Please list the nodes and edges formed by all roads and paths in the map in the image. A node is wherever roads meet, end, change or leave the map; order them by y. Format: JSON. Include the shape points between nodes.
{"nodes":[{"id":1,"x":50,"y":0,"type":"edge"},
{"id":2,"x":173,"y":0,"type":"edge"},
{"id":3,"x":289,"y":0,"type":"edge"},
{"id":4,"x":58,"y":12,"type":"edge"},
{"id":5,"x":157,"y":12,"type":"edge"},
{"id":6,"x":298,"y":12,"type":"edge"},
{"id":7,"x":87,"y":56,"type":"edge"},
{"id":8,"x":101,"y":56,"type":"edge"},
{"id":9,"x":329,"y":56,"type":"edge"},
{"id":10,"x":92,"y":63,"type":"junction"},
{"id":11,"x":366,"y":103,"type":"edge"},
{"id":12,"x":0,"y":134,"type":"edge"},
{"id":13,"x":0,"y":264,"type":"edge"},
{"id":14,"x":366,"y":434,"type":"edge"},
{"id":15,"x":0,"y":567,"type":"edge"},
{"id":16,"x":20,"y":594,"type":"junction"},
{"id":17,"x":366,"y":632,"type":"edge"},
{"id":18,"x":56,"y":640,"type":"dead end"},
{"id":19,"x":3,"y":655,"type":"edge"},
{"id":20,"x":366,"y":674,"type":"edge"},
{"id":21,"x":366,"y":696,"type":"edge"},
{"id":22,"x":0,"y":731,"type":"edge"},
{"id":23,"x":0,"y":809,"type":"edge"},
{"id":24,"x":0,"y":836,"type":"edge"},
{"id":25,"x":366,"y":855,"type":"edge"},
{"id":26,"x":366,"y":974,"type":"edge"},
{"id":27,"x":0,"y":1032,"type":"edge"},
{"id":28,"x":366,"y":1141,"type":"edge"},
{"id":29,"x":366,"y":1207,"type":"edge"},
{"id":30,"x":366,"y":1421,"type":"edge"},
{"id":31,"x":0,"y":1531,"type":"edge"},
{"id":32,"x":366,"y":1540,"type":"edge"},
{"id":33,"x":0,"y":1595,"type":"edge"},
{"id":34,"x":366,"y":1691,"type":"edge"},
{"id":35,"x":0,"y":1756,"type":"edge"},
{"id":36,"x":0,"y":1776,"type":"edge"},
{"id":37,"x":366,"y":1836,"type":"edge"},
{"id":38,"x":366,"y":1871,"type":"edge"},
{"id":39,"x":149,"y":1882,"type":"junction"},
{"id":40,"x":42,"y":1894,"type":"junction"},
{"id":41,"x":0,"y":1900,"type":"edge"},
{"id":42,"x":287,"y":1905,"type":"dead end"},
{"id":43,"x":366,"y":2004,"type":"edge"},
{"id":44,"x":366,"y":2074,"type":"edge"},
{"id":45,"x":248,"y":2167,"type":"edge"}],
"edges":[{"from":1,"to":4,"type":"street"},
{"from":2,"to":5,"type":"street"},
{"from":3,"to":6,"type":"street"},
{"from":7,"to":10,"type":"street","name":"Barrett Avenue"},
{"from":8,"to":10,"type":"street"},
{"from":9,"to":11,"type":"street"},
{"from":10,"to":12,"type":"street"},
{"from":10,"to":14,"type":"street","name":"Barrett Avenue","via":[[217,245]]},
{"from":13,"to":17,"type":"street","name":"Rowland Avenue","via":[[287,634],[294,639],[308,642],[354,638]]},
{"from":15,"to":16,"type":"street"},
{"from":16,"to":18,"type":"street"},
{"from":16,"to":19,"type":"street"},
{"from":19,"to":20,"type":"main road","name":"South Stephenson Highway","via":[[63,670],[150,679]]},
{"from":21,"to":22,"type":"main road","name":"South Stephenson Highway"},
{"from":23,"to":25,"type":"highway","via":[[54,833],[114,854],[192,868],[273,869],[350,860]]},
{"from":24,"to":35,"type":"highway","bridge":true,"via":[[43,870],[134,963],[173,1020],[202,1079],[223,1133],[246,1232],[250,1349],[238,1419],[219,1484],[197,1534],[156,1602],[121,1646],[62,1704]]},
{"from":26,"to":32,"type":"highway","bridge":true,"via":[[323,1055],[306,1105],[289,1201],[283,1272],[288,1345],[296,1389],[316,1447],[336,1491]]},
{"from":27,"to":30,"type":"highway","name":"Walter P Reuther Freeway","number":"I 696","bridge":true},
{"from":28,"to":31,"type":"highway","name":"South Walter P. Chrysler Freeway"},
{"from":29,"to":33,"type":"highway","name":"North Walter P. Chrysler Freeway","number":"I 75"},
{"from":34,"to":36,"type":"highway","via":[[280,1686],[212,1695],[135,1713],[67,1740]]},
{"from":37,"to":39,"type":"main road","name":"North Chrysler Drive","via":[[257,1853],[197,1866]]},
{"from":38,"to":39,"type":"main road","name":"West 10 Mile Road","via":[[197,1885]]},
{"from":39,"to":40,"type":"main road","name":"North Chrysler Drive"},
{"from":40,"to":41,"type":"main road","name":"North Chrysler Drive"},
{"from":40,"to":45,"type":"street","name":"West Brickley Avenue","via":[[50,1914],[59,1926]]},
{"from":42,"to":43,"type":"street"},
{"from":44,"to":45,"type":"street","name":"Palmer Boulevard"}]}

++++

Exercise brief: For this exercise, output the entries above exactly as written.

Response box:
Please list the nodes and edges formed by all roads and paths in the map in the image. A node is wherever roads meet, end, change or leave the map; order them by y. Format: JSON. Include the shape points between nodes.
{"nodes":[{"id":1,"x":50,"y":0,"type":"edge"},
{"id":2,"x":173,"y":0,"type":"edge"},
{"id":3,"x":289,"y":0,"type":"edge"},
{"id":4,"x":58,"y":12,"type":"edge"},
{"id":5,"x":157,"y":12,"type":"edge"},
{"id":6,"x":298,"y":12,"type":"edge"},
{"id":7,"x":87,"y":56,"type":"edge"},
{"id":8,"x":101,"y":56,"type":"edge"},
{"id":9,"x":329,"y":56,"type":"edge"},
{"id":10,"x":92,"y":63,"type":"junction"},
{"id":11,"x":366,"y":103,"type":"edge"},
{"id":12,"x":0,"y":134,"type":"edge"},
{"id":13,"x":0,"y":264,"type":"edge"},
{"id":14,"x":366,"y":434,"type":"edge"},
{"id":15,"x":0,"y":567,"type":"edge"},
{"id":16,"x":20,"y":594,"type":"junction"},
{"id":17,"x":366,"y":632,"type":"edge"},
{"id":18,"x":56,"y":640,"type":"dead end"},
{"id":19,"x":3,"y":655,"type":"edge"},
{"id":20,"x":366,"y":674,"type":"edge"},
{"id":21,"x":366,"y":696,"type":"edge"},
{"id":22,"x":0,"y":731,"type":"edge"},
{"id":23,"x":0,"y":809,"type":"edge"},
{"id":24,"x":0,"y":836,"type":"edge"},
{"id":25,"x":366,"y":855,"type":"edge"},
{"id":26,"x":366,"y":974,"type":"edge"},
{"id":27,"x":0,"y":1032,"type":"edge"},
{"id":28,"x":366,"y":1141,"type":"edge"},
{"id":29,"x":366,"y":1207,"type":"edge"},
{"id":30,"x":366,"y":1421,"type":"edge"},
{"id":31,"x":0,"y":1531,"type":"edge"},
{"id":32,"x":366,"y":1540,"type":"edge"},
{"id":33,"x":0,"y":1595,"type":"edge"},
{"id":34,"x":366,"y":1691,"type":"edge"},
{"id":35,"x":0,"y":1756,"type":"edge"},
{"id":36,"x":0,"y":1776,"type":"edge"},
{"id":37,"x":366,"y":1836,"type":"edge"},
{"id":38,"x":366,"y":1871,"type":"edge"},
{"id":39,"x":149,"y":1882,"type":"junction"},
{"id":40,"x":42,"y":1894,"type":"junction"},
{"id":41,"x":0,"y":1900,"type":"edge"},
{"id":42,"x":287,"y":1905,"type":"dead end"},
{"id":43,"x":366,"y":2004,"type":"edge"},
{"id":44,"x":366,"y":2074,"type":"edge"},
{"id":45,"x":248,"y":2167,"type":"edge"}],
"edges":[{"from":1,"to":4,"type":"street"},
{"from":2,"to":5,"type":"street"},
{"from":3,"to":6,"type":"street"},
{"from":7,"to":10,"type":"street","name":"Barrett Avenue"},
{"from":8,"to":10,"type":"street"},
{"from":9,"to":11,"type":"street"},
{"from":10,"to":12,"type":"street"},
{"from":10,"to":14,"type":"street","name":"Barrett Avenue","via":[[217,245]]},
{"from":13,"to":17,"type":"street","name":"Rowland Avenue","via":[[287,634],[294,639],[308,642],[354,638]]},
{"from":15,"to":16,"type":"street"},
{"from":16,"to":18,"type":"street"},
{"from":16,"to":19,"type":"street"},
{"from":19,"to":20,"type":"main road","name":"South Stephenson Highway","via":[[63,670],[150,679]]},
{"from":21,"to":22,"type":"main road","name":"South Stephenson Highway"},
{"from":23,"to":25,"type":"highway","via":[[54,833],[114,854],[192,868],[273,869],[350,860]]},
{"from":24,"to":35,"type":"highway","bridge":true,"via":[[43,870],[134,963],[173,1020],[202,1079],[223,1133],[246,1232],[250,1349],[238,1419],[219,1484],[197,1534],[156,1602],[121,1646],[62,1704]]},
{"from":26,"to":32,"type":"highway","bridge":true,"via":[[323,1055],[306,1105],[289,1201],[283,1272],[288,1345],[296,1389],[316,1447],[336,1491]]},
{"from":27,"to":30,"type":"highway","name":"Walter P Reuther Freeway","number":"I 696","bridge":true},
{"from":28,"to":31,"type":"highway","name":"South Walter P. Chrysler Freeway"},
{"from":29,"to":33,"type":"highway","name":"North Walter P. Chrysler Freeway","number":"I 75"},
{"from":34,"to":36,"type":"highway","via":[[280,1686],[212,1695],[135,1713],[67,1740]]},
{"from":37,"to":39,"type":"main road","name":"North Chrysler Drive","via":[[257,1853],[197,1866]]},
{"from":38,"to":39,"type":"main road","name":"West 10 Mile Road","via":[[197,1885]]},
{"from":39,"to":40,"type":"main road","name":"North Chrysler Drive"},
{"from":40,"to":41,"type":"main road","name":"North Chrysler Drive"},
{"from":40,"to":45,"type":"street","name":"West Brickley Avenue","via":[[50,1914],[59,1926]]},
{"from":42,"to":43,"type":"street"},
{"from":44,"to":45,"type":"street","name":"Palmer Boulevard"}]}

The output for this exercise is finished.